■ PROMPT ■
Which of the lines in the data below contain the string "bottom"? Copy each of them.

■ MATERIAL PROVIDED ■
◇ ◇ ◇ ◇ ◇ ◇ ◇

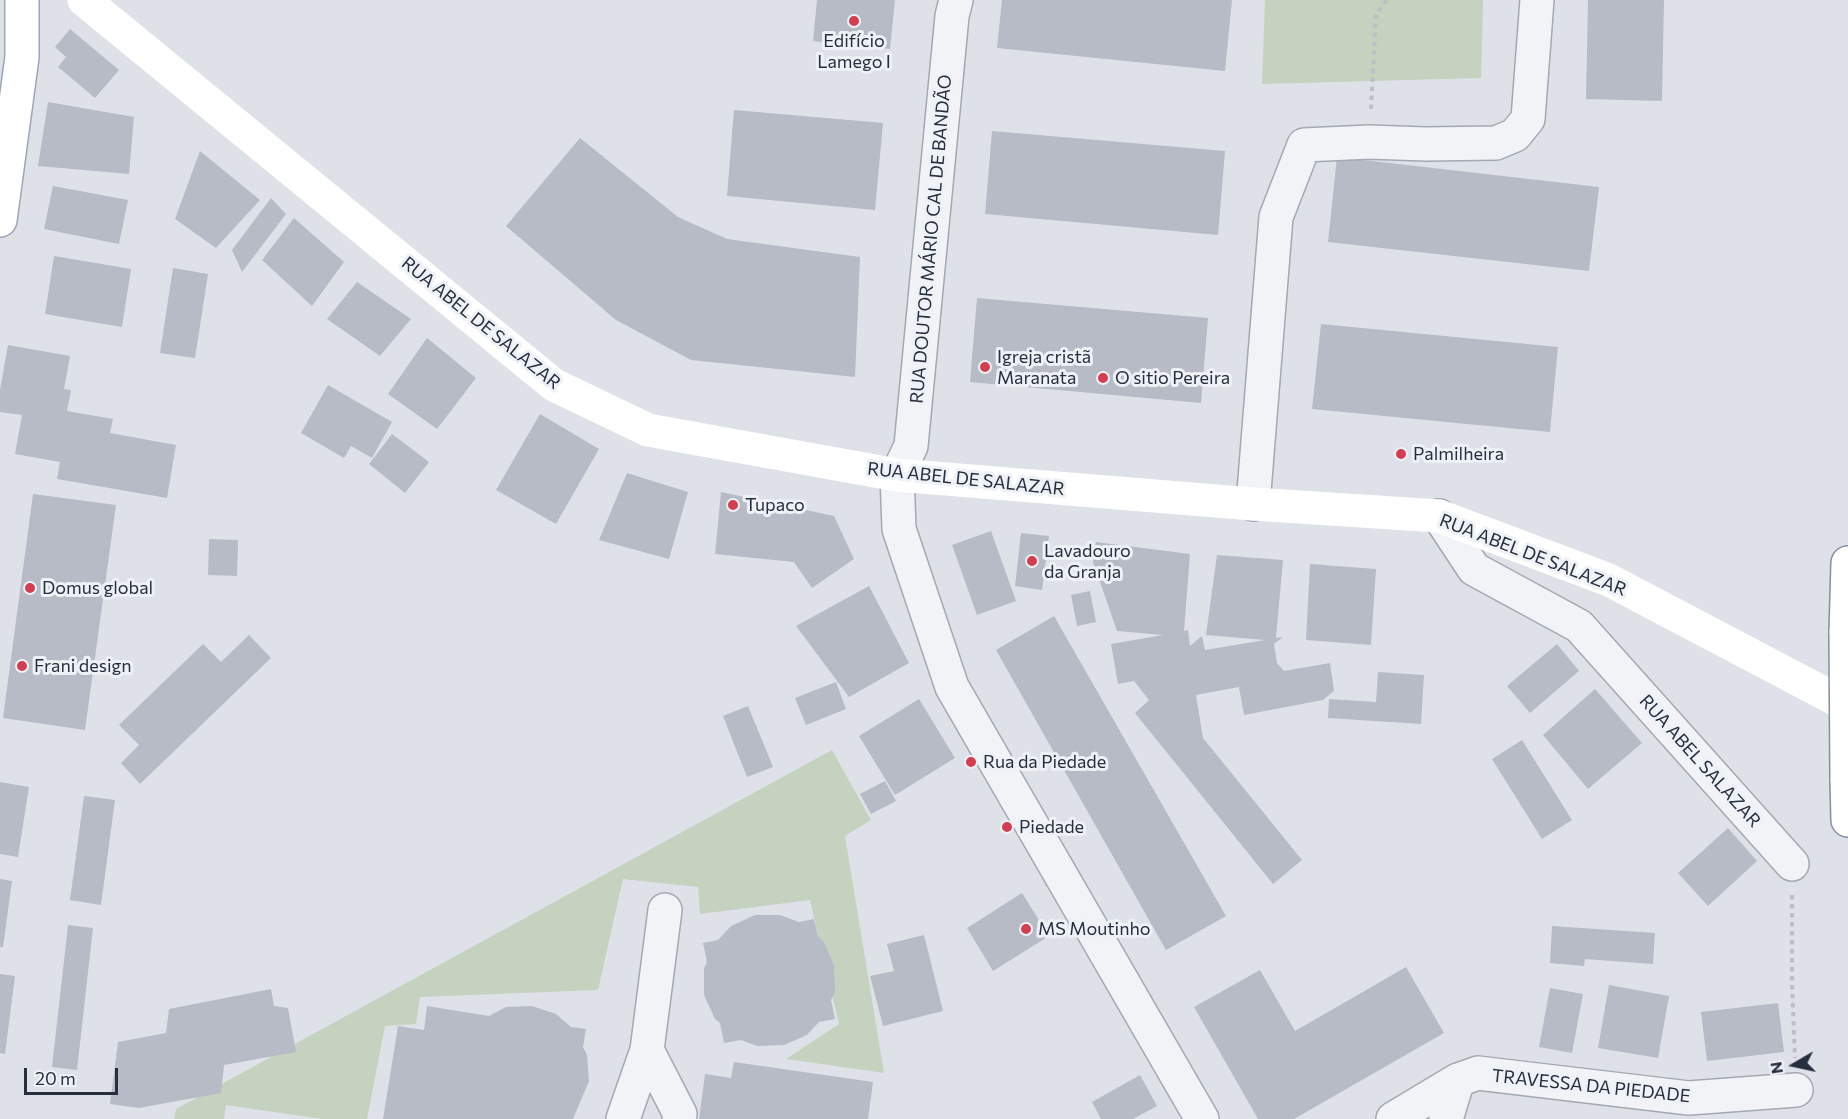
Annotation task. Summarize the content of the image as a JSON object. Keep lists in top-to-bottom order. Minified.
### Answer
{"streets":{"main road":["RUA ABEL DE SALAZAR"],"street":["RUA DOUTOR MÁRIO CAL DE BANDÃO","RUA ABEL SALAZAR","TRAVESSA DA PIEDADE"]},"crossings":[["RUA DOUTOR MÁRIO CAL DE BANDÃO","RUA ABEL DE SALAZAR"],["RUA ABEL DE SALAZAR","RUA ABEL SALAZAR"]],"places":["Edifício Lamego I","Igreja cristã Maranata","O sitio Pereira","Palmilheira","Tupaco","Lavadouro da Granja","Domus global","Frani design","Rua da Piedade","Piedade","MS Moutinho"],"scale_bar":"20 m","north":"left"}
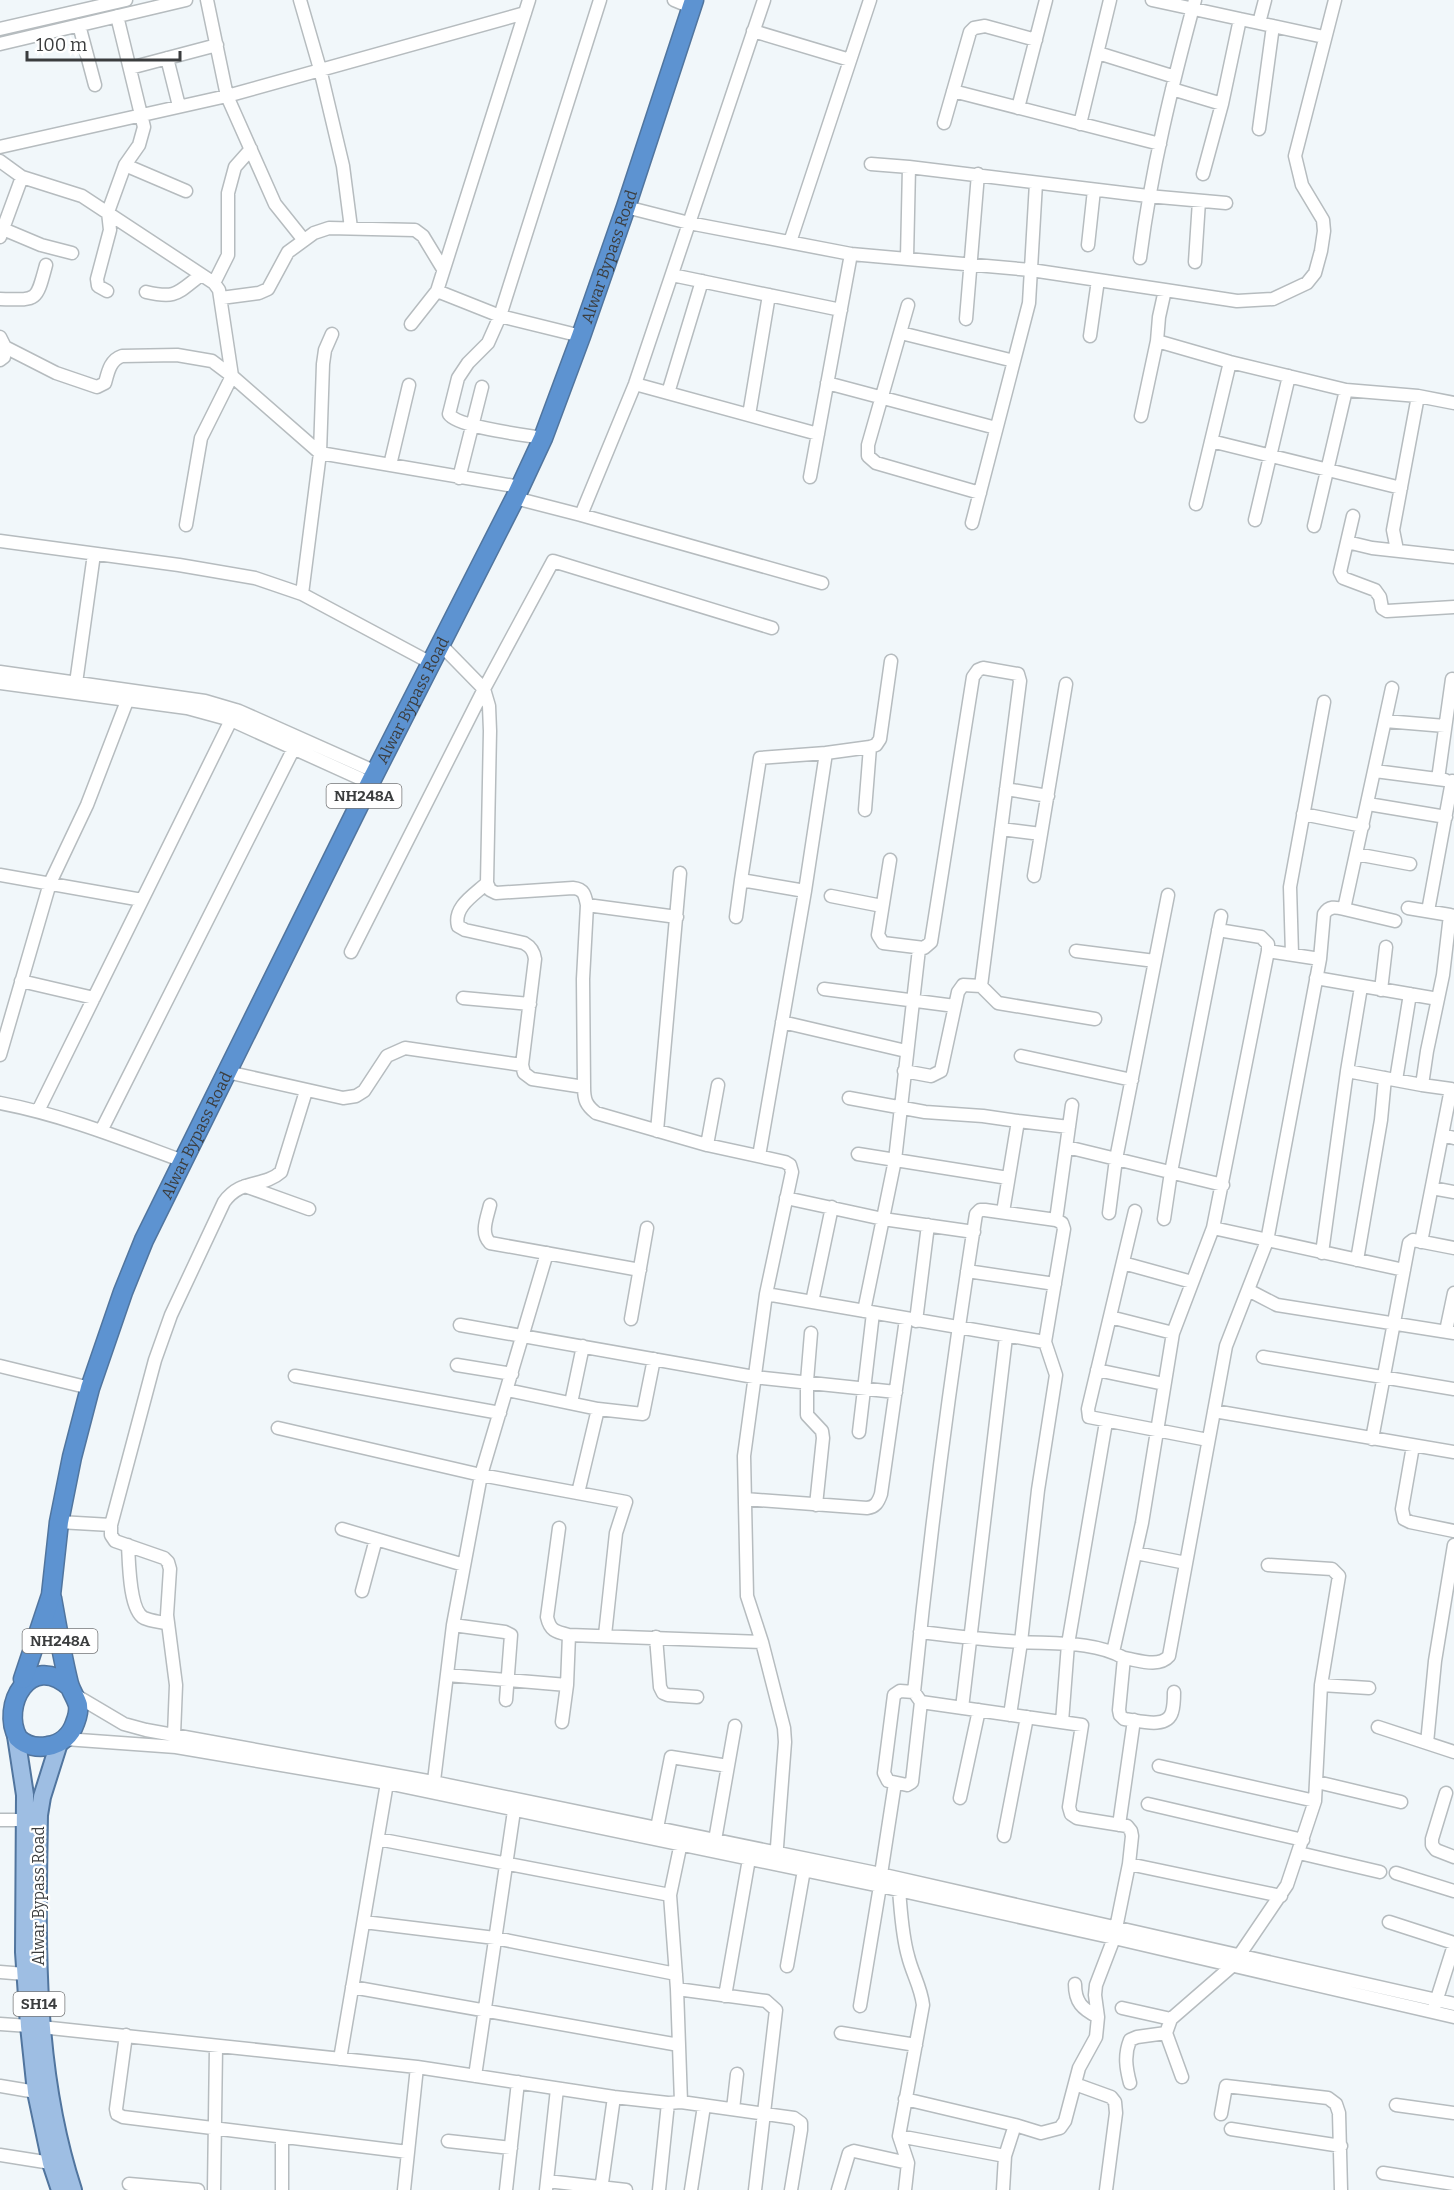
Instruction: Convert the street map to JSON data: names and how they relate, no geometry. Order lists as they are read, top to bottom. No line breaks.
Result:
{"streets":{"highway":["Alwar Bypass Road","NH248A"],"main road":["SH14"]},"crossings":[["Alwar Bypass Road","NH248A"],["Alwar Bypass Road","SH14"],["NH248A","SH14"]],"scale_bar":"100 m"}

◇ ◇ ◇ ◇ ◇ ◇ ◇

■ TASK SOLUTION ■
Annotation task. Summarize the content of the image as a JSON object. Keep lists in top-to-bottom order. Minified.
Instruction: Convert the street map to JSON data: names and how they relate, no geometry. Order lists as they are read, top to bottom. No line breaks.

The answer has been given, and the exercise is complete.